- [DATA PROVIDED]
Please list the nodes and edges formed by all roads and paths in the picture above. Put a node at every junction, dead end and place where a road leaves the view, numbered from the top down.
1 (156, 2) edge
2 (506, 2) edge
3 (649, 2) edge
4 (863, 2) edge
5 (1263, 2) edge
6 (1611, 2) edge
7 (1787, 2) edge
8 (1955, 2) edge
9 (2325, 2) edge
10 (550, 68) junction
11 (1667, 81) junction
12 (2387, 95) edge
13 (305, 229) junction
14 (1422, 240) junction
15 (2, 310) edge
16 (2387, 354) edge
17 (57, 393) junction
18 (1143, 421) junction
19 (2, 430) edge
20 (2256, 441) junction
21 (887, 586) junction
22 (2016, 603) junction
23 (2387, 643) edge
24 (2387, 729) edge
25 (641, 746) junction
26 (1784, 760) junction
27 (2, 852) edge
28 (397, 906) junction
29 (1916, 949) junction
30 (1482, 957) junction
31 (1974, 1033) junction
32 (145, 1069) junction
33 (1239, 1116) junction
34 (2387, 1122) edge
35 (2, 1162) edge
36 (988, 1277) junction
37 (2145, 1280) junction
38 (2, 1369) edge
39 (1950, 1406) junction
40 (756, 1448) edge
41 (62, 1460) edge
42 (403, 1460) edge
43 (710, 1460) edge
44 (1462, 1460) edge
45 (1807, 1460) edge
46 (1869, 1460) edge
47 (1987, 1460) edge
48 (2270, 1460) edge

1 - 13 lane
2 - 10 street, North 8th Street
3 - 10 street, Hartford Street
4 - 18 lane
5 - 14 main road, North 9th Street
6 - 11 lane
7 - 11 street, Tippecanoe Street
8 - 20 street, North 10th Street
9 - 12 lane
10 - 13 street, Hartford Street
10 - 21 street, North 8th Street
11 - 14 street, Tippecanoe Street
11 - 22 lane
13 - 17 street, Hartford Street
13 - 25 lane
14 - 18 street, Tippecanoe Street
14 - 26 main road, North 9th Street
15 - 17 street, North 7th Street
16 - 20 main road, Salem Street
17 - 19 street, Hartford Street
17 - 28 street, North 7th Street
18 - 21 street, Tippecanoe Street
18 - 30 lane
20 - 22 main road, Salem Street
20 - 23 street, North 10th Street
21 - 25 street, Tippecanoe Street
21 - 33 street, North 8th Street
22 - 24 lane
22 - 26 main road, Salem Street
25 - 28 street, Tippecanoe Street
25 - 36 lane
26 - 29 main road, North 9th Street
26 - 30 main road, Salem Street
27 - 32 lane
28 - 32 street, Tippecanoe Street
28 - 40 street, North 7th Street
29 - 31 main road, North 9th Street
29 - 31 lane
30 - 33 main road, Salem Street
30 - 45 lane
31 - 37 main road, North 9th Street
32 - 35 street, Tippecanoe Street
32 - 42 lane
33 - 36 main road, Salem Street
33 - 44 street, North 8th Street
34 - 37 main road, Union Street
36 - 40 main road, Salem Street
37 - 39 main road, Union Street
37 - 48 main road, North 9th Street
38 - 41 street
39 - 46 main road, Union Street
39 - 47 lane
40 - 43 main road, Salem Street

- [EXERCISE DIRECTIONS]
Your answer should be the data above, retyped in full and unaltered.

- [YOUR SOLUTION]
Please list the nodes and edges formed by all roads and paths in the picture above. Put a node at every junction, dead end and place where a road leaves the view, numbered from the top down.
1 (156, 2) edge
2 (506, 2) edge
3 (649, 2) edge
4 (863, 2) edge
5 (1263, 2) edge
6 (1611, 2) edge
7 (1787, 2) edge
8 (1955, 2) edge
9 (2325, 2) edge
10 (550, 68) junction
11 (1667, 81) junction
12 (2387, 95) edge
13 (305, 229) junction
14 (1422, 240) junction
15 (2, 310) edge
16 (2387, 354) edge
17 (57, 393) junction
18 (1143, 421) junction
19 (2, 430) edge
20 (2256, 441) junction
21 (887, 586) junction
22 (2016, 603) junction
23 (2387, 643) edge
24 (2387, 729) edge
25 (641, 746) junction
26 (1784, 760) junction
27 (2, 852) edge
28 (397, 906) junction
29 (1916, 949) junction
30 (1482, 957) junction
31 (1974, 1033) junction
32 (145, 1069) junction
33 (1239, 1116) junction
34 (2387, 1122) edge
35 (2, 1162) edge
36 (988, 1277) junction
37 (2145, 1280) junction
38 (2, 1369) edge
39 (1950, 1406) junction
40 (756, 1448) edge
41 (62, 1460) edge
42 (403, 1460) edge
43 (710, 1460) edge
44 (1462, 1460) edge
45 (1807, 1460) edge
46 (1869, 1460) edge
47 (1987, 1460) edge
48 (2270, 1460) edge

1 - 13 lane
2 - 10 street, North 8th Street
3 - 10 street, Hartford Street
4 - 18 lane
5 - 14 main road, North 9th Street
6 - 11 lane
7 - 11 street, Tippecanoe Street
8 - 20 street, North 10th Street
9 - 12 lane
10 - 13 street, Hartford Street
10 - 21 street, North 8th Street
11 - 14 street, Tippecanoe Street
11 - 22 lane
13 - 17 street, Hartford Street
13 - 25 lane
14 - 18 street, Tippecanoe Street
14 - 26 main road, North 9th Street
15 - 17 street, North 7th Street
16 - 20 main road, Salem Street
17 - 19 street, Hartford Street
17 - 28 street, North 7th Street
18 - 21 street, Tippecanoe Street
18 - 30 lane
20 - 22 main road, Salem Street
20 - 23 street, North 10th Street
21 - 25 street, Tippecanoe Street
21 - 33 street, North 8th Street
22 - 24 lane
22 - 26 main road, Salem Street
25 - 28 street, Tippecanoe Street
25 - 36 lane
26 - 29 main road, North 9th Street
26 - 30 main road, Salem Street
27 - 32 lane
28 - 32 street, Tippecanoe Street
28 - 40 street, North 7th Street
29 - 31 main road, North 9th Street
29 - 31 lane
30 - 33 main road, Salem Street
30 - 45 lane
31 - 37 main road, North 9th Street
32 - 35 street, Tippecanoe Street
32 - 42 lane
33 - 36 main road, Salem Street
33 - 44 street, North 8th Street
34 - 37 main road, Union Street
36 - 40 main road, Salem Street
37 - 39 main road, Union Street
37 - 48 main road, North 9th Street
38 - 41 street
39 - 46 main road, Union Street
39 - 47 lane
40 - 43 main road, Salem Street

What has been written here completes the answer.